Ruling on a case of first impression, Bankruptcy Judge Thomas P. Agresti of Erie, Pa., concluded that a payment in criminal restitution is ordinarily immune from recovery as a preference. Judge Agresti jumped over several hurdles to rule that the payment was nonetheless recoverable under the atypical facts of the case.

The manager of a business embezzled almost $500,000 from his employer. The fraud discovered, the man promised prosecutors he would make full restitution to the company. While a plea agreement was being drafted, he paid $100,000 to his former employer. It turned out that the $100,000 came from two loans that he fraudulently obtained from a bank.

About six weeks after filing bankruptcy, the man waived the indictment and pleaded guilty. Five months later, the district judge accepted the plea agreement and sentenced him to two years of incarceration. The sentence also required him to make full restitution to the company, less any amount already paid.

Before sentencing, the trustee announced his intention to recover the $100,000 as a preference. Told about the trustee’s plans, the sentencing judge shot from the hip and guessed that the payment couldn’t or shouldn’t be recovered. Judge Agresti therefore faced the unenviable task of deciding whether the Article III judge was right or wrong, given that the payment clearly would be recoverable as a preference were it not part of a commitment to pay restitution. The former employer was also asserting a new value defense.

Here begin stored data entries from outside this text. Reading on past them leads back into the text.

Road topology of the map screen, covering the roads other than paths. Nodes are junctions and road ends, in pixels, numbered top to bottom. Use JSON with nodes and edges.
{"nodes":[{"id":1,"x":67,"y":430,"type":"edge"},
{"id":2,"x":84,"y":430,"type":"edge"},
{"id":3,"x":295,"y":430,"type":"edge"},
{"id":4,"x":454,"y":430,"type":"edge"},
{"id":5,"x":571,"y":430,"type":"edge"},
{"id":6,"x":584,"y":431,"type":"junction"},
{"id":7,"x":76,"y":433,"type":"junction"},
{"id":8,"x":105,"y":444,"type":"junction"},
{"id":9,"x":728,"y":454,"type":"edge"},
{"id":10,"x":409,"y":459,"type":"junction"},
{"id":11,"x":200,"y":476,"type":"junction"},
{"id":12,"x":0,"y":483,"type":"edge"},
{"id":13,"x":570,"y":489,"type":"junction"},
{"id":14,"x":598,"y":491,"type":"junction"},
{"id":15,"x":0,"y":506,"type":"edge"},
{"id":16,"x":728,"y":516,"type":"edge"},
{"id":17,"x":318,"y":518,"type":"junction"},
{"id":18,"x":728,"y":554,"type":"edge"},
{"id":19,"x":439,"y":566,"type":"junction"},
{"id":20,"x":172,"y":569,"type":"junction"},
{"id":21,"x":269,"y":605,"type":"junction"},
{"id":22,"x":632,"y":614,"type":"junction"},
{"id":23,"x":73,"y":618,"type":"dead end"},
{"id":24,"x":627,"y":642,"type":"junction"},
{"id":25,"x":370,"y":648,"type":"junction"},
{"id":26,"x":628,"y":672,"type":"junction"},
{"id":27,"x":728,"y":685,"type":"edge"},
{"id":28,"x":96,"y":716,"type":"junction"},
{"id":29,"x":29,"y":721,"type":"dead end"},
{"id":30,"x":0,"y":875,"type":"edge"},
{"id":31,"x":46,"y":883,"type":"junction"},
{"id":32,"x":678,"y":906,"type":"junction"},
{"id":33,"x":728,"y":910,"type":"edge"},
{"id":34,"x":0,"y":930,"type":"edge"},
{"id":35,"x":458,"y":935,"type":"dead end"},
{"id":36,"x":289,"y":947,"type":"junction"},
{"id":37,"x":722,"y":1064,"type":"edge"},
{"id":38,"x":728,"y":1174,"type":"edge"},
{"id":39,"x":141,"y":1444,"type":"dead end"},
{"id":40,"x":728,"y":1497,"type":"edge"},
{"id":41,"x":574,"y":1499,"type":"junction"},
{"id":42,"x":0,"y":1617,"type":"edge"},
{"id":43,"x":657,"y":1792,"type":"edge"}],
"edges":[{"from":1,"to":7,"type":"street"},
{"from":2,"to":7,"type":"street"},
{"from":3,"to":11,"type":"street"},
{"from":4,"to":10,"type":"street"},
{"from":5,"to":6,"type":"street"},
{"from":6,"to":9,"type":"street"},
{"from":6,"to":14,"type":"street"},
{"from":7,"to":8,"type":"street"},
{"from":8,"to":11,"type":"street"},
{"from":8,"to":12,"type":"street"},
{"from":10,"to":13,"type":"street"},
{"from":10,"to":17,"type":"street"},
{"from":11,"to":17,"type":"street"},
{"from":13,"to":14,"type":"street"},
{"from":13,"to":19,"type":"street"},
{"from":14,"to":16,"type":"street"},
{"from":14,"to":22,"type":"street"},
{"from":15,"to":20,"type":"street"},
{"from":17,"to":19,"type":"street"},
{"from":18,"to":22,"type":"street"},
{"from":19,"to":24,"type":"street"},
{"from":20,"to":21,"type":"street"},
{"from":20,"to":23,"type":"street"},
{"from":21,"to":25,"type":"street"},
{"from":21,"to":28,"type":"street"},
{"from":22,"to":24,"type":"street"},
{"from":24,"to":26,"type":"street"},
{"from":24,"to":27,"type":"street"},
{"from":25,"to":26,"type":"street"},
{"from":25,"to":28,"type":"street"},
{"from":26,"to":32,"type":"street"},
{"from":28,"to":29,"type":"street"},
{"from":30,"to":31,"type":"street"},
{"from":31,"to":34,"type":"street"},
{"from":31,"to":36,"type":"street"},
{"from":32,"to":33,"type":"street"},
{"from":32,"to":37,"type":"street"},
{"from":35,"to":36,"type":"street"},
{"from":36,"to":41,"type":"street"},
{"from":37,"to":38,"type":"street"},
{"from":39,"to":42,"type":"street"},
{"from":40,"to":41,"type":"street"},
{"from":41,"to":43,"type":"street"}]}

Judge Agresti said that the case involved a collision between the preference power, under Section 547, and the Mandatory Victims Restitution Act, adopted in 1996. The MVRA, he explained, removed judicial discretion and requires payment of restitution to all victims, regardless of the criminal defendant’s financial circumstances. The defendant’s ability to repay is only considered in deciding how quickly restitution must be paid.

Significantly, 18 U.S.C. § 3613(a) says that a judgment imposing a fine can be enforced against all “property or rights” of the criminal defendant, “[n]otwithstanding any other Federal law.” Two courts of appeals, Judge Agresti said, have interpreted Section 3613(a) to mean that bankruptcy’s automatic stay does not preclude payment of restitution. To read ABI’s discussion of the Ninth Circuit’s Partida decision from July, click here.

Judge Agresti said that no court has ruled on whether Section 3613 similarly bars preference recovery of a restitution payment. He said that the rationale from automatic stay cases “would also appear to apply” and render restitutions immune from the preference power.

Still, the case was atypical because the restitution payment came before sentencing and the entry of judgment. The general rule, he just announced, did not apply because it was “premised on the existence of ‘judgment imposing a fine.’” Because there was no judgment imposing the fine until months after bankruptcy, Judge Agresti concluded that the safe harbor in Section 3613 did not apply.

Raising another issue of first impression, the government argued there was a lien under Section 3613(c) that would allow taking back the $100,000 after recovery by the trustee. Judge Agresti rejected the theory because the statutory lien only reaches property of the criminal defendant, not property of the estate that the preference recovery would become. For the same reason, the government’s lien would not attach to the $100,000 held by the company before the preference recovery.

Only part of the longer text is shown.